The American Dilemma and How We Can Fix It

Posts tagged ‘Lottery’


I don’t anticipate a lot of “likes” on this post.  As I’ve said before, stories that appeal to our human side and are warm and fuzzy get the most people hitting that button not only on my blog but on others that I regularly read.  I understand that since I often make my “like” decisions based on whether I walk away smiling or thinking.

This is one of those “thinking” posts and it deals with one of the most banal of all subjects – economics.  I probably wouldn’t have even gotten your attention if I hadn’t changed the title to include a reference to the lottery.  But I promise to make this as painless as possible.

I have decided to use the explanation of how taxes affect productivity using the example of the lottery because for the many who have never run their own business this is an easy example for them to understand.

So what is a lottery?  If you have followed for some time you’ve probably heard my definition of it that for most Americans it is one of the two ways they view becoming wealthy.  The other one is filing a law suit.

The actual definition is “that it is a game of chance in which players pool their money which is then redistributed in a small number of large prizes after the promoters deduct their fees for operating the game.”  I think we all understand the concept.  It is nothing more or less than a scheme for wealth redistribution.

I am always bothered when I hear people say that they “invested” X number of dollars in a lottery drawing.  Sadly, this speaks to the extreme lack of financial education that most Americans share.  This is a “gamble” not an “investment” and I am in no way passing judgment on whether gambling is good, bad or indifferent.  I mean, after all, I live in Las Vegas.

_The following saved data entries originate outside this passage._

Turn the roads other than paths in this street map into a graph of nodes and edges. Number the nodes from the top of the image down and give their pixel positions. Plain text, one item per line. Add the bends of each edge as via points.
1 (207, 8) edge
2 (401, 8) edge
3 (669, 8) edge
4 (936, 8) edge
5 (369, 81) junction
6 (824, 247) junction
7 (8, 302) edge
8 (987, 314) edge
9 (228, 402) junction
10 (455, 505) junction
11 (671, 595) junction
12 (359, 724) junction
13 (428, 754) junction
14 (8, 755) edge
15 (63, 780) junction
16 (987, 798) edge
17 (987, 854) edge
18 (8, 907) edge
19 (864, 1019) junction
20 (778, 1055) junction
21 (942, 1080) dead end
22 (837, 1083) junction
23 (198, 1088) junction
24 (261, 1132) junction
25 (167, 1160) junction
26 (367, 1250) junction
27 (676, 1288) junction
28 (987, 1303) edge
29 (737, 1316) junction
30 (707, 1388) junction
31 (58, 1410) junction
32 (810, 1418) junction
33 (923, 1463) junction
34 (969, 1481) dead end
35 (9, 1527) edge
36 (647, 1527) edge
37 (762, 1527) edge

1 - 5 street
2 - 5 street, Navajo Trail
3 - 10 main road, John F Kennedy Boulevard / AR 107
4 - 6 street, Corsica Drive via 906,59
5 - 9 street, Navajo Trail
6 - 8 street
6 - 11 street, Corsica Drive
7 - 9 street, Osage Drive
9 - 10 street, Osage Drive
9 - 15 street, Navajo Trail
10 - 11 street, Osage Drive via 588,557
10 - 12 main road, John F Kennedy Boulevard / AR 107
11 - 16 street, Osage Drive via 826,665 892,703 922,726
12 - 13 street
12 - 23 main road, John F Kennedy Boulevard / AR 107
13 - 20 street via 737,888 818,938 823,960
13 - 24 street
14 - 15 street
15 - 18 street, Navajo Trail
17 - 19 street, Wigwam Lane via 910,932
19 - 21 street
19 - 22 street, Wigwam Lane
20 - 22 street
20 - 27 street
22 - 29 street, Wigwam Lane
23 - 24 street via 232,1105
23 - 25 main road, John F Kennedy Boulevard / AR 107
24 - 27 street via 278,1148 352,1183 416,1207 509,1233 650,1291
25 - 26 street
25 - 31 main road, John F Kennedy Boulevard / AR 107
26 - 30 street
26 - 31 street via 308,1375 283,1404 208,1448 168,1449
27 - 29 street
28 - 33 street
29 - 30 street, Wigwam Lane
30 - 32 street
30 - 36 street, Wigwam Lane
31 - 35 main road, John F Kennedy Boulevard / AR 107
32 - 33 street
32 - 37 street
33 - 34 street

So these are the economic realities of the lottery.  You buy a ticket for two dollars.  The operators (the inter-state Lottery System) immediately pocket one dollar to cover profit and operating expenses.  (Fifty percent of your money just disappeared when you completed your purchase).  The remaining dollar gets added to the prize pool.

Now that one remaining dollar “investment” is still working for you.  You have approximately a 1/175,000,000 chance of hitting the jackpot – although you might collect a smaller prize.

Fortunately for you, you were born under a lucky star and are one of the two winners of the grand prize.  You and the other winner both decide to accept the lump sum option of $384 Million which is split between you.  (Please note that this represents a 35% reduction from the advertised $587 Million amount you would have received if you took your prize as a 30 year annuity).

And now, of course, you owe taxes on your winnings to both the Federal government and, for most winners, to the state in which they reside.  So the gross amount of your prize of $192 Million each now shrinks by an additional 35% to become $125 Million.  Still, that’s more money than you had in your checking accounting the last time you balanced your bank statement so you’re a very happy camper and are probably debating which color you should choose for your new Ferrari.

If you opened a bank account with a deposit of $1,000 and got your statement at the end of the month and the bank had “charged” you $500 for opening the account, then an additional $175 for “maintenance fees” and then an additional $113.75 for “miscellaneous fees” leaving you with a balance of $211.25, you would probably be screaming at the top of your lungs that you were “ripped off” – and you would be correct.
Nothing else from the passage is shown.